*What to work on:* Scan the entries that follow and copy out every line containing "Zapotlán".

═════ Data extracts ═════

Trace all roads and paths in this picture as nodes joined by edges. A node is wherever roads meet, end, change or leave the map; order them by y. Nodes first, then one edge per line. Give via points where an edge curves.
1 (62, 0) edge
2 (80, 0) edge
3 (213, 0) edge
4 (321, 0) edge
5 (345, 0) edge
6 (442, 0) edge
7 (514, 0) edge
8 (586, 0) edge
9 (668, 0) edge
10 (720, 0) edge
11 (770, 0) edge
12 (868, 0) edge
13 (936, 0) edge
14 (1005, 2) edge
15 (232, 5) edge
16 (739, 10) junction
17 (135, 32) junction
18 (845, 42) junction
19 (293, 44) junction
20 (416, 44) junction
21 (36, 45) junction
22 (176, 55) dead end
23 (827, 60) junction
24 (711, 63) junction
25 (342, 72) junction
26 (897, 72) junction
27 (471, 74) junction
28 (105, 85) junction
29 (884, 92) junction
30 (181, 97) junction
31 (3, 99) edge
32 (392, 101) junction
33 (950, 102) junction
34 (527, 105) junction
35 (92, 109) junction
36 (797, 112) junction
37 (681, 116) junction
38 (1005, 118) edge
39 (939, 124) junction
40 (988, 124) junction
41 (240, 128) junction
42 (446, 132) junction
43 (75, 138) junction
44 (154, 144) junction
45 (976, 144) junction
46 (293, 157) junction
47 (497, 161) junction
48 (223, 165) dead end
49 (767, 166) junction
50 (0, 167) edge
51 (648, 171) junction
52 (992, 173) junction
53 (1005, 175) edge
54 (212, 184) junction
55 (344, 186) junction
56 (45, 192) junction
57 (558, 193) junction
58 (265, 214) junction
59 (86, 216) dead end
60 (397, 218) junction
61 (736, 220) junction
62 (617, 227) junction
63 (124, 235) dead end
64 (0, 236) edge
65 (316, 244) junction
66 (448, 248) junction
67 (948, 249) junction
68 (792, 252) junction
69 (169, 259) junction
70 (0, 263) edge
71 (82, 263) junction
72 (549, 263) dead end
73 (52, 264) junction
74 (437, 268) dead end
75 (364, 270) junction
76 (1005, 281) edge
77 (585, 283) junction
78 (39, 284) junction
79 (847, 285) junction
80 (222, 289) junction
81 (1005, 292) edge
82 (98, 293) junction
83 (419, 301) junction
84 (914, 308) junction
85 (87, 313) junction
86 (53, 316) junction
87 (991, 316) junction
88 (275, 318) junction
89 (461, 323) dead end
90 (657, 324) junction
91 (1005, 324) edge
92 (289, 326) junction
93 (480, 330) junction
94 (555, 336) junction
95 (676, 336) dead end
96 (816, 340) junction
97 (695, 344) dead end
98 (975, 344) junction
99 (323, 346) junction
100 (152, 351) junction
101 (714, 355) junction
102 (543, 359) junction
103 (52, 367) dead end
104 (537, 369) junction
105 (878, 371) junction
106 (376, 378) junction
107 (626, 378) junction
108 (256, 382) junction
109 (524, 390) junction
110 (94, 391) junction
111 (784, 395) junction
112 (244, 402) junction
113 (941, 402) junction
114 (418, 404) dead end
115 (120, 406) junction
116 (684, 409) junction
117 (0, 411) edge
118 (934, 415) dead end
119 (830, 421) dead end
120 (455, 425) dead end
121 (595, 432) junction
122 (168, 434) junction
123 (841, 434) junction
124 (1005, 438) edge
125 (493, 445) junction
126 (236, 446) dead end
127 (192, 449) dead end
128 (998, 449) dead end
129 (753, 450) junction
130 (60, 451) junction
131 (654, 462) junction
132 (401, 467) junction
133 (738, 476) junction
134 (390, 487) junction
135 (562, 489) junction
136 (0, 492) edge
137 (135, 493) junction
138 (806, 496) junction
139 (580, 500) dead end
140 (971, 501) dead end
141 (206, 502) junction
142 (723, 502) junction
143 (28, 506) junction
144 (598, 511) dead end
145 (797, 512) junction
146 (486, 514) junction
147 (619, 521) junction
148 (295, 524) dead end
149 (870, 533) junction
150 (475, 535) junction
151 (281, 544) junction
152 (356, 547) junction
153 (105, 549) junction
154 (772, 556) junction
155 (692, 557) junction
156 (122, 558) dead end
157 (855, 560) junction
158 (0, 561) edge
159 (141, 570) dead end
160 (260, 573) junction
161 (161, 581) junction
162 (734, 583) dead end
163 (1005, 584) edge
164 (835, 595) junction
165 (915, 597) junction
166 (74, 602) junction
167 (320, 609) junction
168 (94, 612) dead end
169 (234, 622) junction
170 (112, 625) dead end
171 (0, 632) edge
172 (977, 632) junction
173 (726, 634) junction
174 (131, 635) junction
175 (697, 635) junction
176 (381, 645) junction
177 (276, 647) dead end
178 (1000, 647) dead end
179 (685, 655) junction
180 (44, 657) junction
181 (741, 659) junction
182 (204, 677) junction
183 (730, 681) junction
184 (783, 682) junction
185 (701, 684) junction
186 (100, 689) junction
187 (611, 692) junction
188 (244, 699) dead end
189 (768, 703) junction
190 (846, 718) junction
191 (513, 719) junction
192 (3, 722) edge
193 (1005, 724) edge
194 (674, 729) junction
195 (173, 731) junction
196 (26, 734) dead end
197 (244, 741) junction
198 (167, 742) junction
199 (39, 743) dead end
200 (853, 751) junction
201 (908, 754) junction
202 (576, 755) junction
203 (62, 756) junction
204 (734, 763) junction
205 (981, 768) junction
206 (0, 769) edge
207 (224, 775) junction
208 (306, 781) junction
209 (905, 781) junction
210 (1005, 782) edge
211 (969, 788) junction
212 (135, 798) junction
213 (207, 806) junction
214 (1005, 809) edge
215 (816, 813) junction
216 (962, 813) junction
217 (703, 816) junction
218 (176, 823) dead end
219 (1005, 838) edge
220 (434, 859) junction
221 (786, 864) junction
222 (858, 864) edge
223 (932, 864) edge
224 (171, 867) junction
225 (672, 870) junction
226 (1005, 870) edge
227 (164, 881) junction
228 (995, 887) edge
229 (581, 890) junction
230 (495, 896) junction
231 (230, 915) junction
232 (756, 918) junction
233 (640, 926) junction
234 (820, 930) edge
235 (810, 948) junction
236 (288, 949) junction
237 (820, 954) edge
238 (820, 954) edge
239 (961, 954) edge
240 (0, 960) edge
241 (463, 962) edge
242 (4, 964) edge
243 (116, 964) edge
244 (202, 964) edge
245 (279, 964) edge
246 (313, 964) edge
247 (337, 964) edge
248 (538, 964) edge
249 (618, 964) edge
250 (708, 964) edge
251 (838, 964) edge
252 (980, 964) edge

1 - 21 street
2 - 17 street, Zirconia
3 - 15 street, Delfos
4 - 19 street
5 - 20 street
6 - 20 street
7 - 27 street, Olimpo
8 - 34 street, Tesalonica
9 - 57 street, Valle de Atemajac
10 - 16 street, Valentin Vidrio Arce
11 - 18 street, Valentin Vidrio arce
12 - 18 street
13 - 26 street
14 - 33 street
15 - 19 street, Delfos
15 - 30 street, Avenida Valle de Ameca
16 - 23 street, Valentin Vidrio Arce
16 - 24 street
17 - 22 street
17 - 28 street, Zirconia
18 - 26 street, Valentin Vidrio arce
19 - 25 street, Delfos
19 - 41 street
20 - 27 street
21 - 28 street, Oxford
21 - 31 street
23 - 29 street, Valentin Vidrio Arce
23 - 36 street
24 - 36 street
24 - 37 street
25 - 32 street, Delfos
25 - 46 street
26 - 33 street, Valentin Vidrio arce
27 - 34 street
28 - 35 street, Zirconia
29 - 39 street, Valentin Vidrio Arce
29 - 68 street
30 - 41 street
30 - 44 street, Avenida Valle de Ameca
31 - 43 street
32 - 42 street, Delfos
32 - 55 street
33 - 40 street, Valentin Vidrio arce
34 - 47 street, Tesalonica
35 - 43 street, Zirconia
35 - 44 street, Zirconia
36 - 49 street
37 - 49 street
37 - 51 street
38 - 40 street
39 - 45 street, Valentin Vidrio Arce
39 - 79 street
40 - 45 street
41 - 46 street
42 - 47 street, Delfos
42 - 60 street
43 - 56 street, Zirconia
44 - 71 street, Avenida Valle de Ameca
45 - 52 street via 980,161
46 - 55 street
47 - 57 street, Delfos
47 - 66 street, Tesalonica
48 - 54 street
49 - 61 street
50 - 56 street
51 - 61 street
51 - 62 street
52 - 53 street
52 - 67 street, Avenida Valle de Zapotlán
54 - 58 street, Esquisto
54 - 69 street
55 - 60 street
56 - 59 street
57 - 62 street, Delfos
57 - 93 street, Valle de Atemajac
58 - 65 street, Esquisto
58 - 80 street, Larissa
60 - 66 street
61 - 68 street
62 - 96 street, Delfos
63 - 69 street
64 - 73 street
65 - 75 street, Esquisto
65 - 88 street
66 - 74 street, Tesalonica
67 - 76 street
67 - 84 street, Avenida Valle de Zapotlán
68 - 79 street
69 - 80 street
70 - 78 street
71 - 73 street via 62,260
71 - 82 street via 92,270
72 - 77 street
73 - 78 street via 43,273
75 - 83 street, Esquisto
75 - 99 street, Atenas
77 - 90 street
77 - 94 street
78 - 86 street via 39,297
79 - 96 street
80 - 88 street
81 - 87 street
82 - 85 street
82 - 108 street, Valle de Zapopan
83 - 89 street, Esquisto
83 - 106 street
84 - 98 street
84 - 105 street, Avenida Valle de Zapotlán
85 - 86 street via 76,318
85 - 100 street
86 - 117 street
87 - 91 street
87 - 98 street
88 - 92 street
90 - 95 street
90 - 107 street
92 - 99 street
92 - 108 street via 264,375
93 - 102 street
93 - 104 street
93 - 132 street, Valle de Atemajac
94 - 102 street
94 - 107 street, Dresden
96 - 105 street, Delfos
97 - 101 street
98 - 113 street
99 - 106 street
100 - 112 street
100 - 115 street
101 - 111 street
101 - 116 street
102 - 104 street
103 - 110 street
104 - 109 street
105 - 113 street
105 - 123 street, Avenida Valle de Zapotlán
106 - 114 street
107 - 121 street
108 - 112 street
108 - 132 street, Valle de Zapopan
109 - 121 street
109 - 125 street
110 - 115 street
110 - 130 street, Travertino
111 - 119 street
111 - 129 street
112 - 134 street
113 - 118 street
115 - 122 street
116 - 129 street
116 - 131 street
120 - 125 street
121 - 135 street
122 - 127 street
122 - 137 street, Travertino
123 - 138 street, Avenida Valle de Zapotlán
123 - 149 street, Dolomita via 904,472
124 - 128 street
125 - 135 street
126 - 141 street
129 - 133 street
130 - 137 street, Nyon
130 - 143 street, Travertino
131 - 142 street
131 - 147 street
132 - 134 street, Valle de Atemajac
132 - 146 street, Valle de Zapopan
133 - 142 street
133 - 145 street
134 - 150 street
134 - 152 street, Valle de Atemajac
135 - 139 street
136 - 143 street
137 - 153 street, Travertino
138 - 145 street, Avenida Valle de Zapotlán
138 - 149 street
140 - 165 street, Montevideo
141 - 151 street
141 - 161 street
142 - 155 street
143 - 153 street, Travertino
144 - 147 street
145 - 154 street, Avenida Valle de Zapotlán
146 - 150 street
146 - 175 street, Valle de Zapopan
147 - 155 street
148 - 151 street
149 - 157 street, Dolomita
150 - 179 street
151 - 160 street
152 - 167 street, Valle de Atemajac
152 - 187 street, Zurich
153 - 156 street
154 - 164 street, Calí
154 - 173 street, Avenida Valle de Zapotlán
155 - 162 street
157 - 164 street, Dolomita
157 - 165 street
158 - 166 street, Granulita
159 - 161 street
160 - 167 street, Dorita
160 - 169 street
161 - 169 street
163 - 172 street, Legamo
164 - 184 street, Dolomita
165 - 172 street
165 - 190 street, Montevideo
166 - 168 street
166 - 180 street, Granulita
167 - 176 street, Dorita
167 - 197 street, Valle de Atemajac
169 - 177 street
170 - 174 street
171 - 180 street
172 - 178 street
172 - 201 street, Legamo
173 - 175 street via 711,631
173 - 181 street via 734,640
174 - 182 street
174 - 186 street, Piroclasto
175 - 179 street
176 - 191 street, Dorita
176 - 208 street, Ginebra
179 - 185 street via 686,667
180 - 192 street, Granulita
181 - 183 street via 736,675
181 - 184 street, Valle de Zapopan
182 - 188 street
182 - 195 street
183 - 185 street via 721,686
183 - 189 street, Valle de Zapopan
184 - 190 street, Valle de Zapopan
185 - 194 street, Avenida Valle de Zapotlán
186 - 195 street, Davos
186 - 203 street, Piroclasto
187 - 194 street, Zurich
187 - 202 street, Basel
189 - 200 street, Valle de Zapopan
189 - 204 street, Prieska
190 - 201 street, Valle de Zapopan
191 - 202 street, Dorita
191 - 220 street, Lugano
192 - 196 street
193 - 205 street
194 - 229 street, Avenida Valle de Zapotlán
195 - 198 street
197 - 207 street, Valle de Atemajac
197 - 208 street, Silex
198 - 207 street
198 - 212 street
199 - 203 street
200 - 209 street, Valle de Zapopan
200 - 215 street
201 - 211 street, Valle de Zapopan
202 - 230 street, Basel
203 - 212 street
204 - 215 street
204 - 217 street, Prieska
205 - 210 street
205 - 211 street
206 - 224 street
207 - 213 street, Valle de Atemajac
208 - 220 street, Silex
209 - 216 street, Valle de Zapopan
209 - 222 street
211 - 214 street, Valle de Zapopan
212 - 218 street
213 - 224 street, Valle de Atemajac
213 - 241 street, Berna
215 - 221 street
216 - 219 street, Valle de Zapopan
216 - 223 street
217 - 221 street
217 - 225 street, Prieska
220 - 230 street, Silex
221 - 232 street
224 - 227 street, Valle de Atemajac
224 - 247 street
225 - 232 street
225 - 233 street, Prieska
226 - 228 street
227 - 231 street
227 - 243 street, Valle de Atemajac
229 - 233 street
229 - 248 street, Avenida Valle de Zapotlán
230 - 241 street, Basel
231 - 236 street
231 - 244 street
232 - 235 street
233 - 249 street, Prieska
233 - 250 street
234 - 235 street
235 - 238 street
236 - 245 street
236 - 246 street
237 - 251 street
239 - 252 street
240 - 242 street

═════

*Exercise answer:*
52 - 67 street, Avenida Valle de Zapotlán
67 - 84 street, Avenida Valle de Zapotlán
84 - 105 street, Avenida Valle de Zapotlán
105 - 123 street, Avenida Valle de Zapotlán
123 - 138 street, Avenida Valle de Zapotlán
138 - 145 street, Avenida Valle de Zapotlán
145 - 154 street, Avenida Valle de Zapotlán
154 - 173 street, Avenida Valle de Zapotlán
185 - 194 street, Avenida Valle de Zapotlán
194 - 229 street, Avenida Valle de Zapotlán
229 - 248 street, Avenida Valle de Zapotlán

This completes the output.